Yes exactly! I just stumbled upon your solution while looking through the comments for what values I should be outputting, and comparing answers to my code.
Your updated solution works great! I'm not sure I get the "math" side of it, as my solution is definitely brute force (recursively remove tokens until we can't anymore).
I get that your code sorts, then returns either the total number of chips / 2 OR the total number of chips in the smaller stacks, whichever is smaller.
Math-wise, I'll take a stab at understanding it.
If we have 1 larger / infinite stack, then we are limited by the other two. We pair a chip from the smaller stacks with one from the large stack everyday, and that's our total. That's the second half of the return statement.

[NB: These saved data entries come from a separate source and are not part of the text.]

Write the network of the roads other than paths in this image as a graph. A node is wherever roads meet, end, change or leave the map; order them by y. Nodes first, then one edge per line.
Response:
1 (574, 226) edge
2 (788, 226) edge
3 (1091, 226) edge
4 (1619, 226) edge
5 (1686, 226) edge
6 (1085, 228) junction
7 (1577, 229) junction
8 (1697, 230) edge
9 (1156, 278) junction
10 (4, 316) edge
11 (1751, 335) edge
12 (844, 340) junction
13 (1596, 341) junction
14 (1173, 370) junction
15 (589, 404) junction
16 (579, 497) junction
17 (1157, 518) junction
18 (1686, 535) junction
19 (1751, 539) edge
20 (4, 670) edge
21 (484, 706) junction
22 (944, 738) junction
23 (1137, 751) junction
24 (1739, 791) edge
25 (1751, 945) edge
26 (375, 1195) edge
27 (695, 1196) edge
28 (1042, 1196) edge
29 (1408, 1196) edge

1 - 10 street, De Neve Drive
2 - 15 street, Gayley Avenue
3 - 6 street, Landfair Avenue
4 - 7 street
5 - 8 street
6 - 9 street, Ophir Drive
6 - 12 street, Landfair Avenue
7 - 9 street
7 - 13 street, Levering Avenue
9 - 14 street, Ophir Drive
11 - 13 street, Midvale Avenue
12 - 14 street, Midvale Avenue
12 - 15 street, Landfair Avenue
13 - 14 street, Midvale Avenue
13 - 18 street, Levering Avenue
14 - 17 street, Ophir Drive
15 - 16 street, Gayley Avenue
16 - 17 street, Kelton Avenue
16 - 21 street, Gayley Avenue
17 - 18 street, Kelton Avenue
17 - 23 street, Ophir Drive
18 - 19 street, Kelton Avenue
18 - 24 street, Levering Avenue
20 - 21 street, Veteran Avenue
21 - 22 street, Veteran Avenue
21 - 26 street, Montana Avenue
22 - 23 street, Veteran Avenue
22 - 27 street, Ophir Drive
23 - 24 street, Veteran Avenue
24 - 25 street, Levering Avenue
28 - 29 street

However, if we have stacks that are somewhat even, we can rotate through and deplete them evenly. We code this by taking the total number of chips, and dividing them by the daily chip requirement (we can use the bitwise operator >> here since the daily chip requirement is 2).
I approached it like this: There's a case where it's better to split the highest stack in half to divvy between the lower 2 stacks, this only happens when the lower 2 stacks add up to be greater than the highest stack, then there are these "leftovers" in the stacks that you can combine.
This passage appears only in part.